Adams Stack and How it All Works Together

Love it. Okay, so let’s take all that and now focus on you. And I want to dive more into, you know, if you would, if you had just shouted out, Adam, as you know, web three creators doing something good, like, let’s talk about why the things you’re doing are working, maybe even not working, if you have any insights on that. But your, I want to get to know your web three creator playbook that you’re using for Mint and you just touched on some of them. I mean, I heard sub stack, farcaster. I mean, you talked about discord. When I was thinking through this, what I see from you is, podcast leading into free NFTs, leading into newsletter, and also leading into limited edition NFTs, that aren’t free. So those are some of the things I’m seeing online, but yet, you share with me your stack and like how it all works together?

Adam Levy: Yeah. Okay. I’ve never publicly talked about my stack and a whole kind of like comprehensive discussion. So, I got to think about how I sort of funnel this. Okay, so one of the things that I try to focus on as a crypto native creator, okay, is I need to find a way to kind of like create a direct line of communication to my listeners, and find a way to also, right, that’s like the web two component and find a way to sort of capture value and share value from like a web three component, right? So, my content stack very much works on sub stack. So, I think I’m now almost at 30,000 subscribers on sub stack, okay, very much like Spotify, right? Apple podcasts and kind of using Buzz sprout to be my distributor, and hosting platform for all my audio content. I also use YouTube but I don’t focus too much time on that. I just try to focus on like audio and writing. So those are like the ways that kind of propagate messages. And I trust the sub stack algorithms and get Spotify and podcasting algorithms to sort of distribute my content accordingly. And then I try to find ways to funnel in into try to reward users through free NFTs, on my website. So, if you go to Adam, every single season of the podcast, I give a free NFT, okay. And I can sort of do this by kind of seeing how people are engaging with my content across sub stack, right, and how they’re sort of listening to my stuff across Spotify, how they’re engaging with my newsletter, whatever it may be. And I integrate this free NFT element because it’s a cool way to sort of like capture engagement and reward the user for being a participant in a specific season along the way, right? 
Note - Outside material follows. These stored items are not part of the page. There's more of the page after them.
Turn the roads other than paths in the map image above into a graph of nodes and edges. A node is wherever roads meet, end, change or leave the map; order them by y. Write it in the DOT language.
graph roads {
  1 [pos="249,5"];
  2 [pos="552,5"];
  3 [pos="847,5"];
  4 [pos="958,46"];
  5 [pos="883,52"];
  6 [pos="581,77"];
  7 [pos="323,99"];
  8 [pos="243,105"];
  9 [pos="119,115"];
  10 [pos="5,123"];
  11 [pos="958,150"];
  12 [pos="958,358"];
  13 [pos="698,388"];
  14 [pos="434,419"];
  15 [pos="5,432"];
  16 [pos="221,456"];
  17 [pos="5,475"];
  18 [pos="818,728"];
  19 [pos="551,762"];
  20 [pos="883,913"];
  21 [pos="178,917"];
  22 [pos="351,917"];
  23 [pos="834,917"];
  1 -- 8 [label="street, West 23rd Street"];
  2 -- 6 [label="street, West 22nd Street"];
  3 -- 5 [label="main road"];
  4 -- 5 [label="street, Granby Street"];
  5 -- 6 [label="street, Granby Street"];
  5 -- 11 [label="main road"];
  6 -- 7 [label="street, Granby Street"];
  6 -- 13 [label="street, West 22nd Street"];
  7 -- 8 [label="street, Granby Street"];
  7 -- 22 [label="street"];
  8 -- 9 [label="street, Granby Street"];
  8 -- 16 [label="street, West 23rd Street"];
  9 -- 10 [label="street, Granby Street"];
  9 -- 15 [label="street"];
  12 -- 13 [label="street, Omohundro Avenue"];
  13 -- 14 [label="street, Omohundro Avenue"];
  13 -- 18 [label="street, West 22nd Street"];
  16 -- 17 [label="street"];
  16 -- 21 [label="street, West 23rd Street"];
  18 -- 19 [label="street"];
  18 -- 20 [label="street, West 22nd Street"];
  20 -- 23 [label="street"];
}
Why is that incentive? Why is it like important? Why do users care? Because they get to sort of collect this what I call an NFT pin, a listener pin, okay? And they get to kind of like benchmark their participation on chain as a mid-season five or mid-season six listener. And then me on the other end, I can sort of like build my arsenal of content and distribution to reward these people accordingly, right? So, one thing that I give to my Pin Holders is I give it a selection of additional content that’s gated strictly for Pin Holders. So, one thing that I did for season five, which was last season, I created an updated database of the top 400 Music NFT collectors with their Twitter, their wallet address, and their net worth, essentially on the platforms that they collect on. Because around that time, I was also doing music NFT related content, and had a lot of creators listening, and they wanted to learn how they can sort of spin up their first music NFT campaign. So, I gave them a database of those who sort of collect music NFTs, right? And by the way, this is all public information, right? It’s just like, somebody has to be crazy enough to take the time to do it. Okay. So, another thing that I do, is like more exclusive content. So, I create like specific articles and blog posts, let’s say on mirror, and I gate them using bonfire, based off that they can use their pin to access like something that I received, like the free NFT or the, what was it called? The Art of free NFTs, basically breaking down, like why free NFTs are like the Trojan horse. And what you could do is essentially as a creator to benefit as well. I tried to capture, like email addresses as a creator, right, and also wallet addresses as a creator, because that allows me to create better content and better experiences for my listeners. Yeah.

Deciding Whats Gated and What Is Not

So, I’m going to ask a question about the email addresses versus wallet in one second. But before that, coming back to the token gating, is there any metrics you’re using or decisions on what you should be gaining versus not gaining? Or is that just hey, this is a cool idea that I think, really is valuable, like the database. And so that’s what I’m going to gate versus other things are open and free to anyone, like how do you decide what’s gated and what’s not?

Adam Levy: I decide what’s good and what’s not based off what I think is gonna have the most amount of value. So, my audio, my video content, my newsletters that I publish three times a week, like that’s free to access, because I think that’s like, the standard, like, that’s what people should expect and that’s what I should deliver. Because if I under deliver, then I’m not sort of like producing at the realm of what a creator should be sort of producing. Now I could be completely psycho and be overthinking it, right? The reason why I sort of gate the database, or the additional articles, etc., is because, yeah, I want people to feel like there’s some value in getting the pins, right, so you get access to this database, you get access to these additional articles, that’s sort of like my mental model and lessons learned, across 20 episodes of recording. And bringing up the practitioner also kind of like applies his lessons, right that he learns across the podcast, you get to access that as long as you take the effort and time to claim an NFT and spend some gas to claim the NFT, right. And I feel like to that extent, because I spent so much more time creating that myself, in organizing that myself, that it should be rewarded accordingly to those who sort of take the additional steps themselves, to access that content. So, audio newsletter, etc., for free, additional sort of like content that takes me longer to curate is what’s gated, but still for free, right? It’s still free to access, it’s just gated.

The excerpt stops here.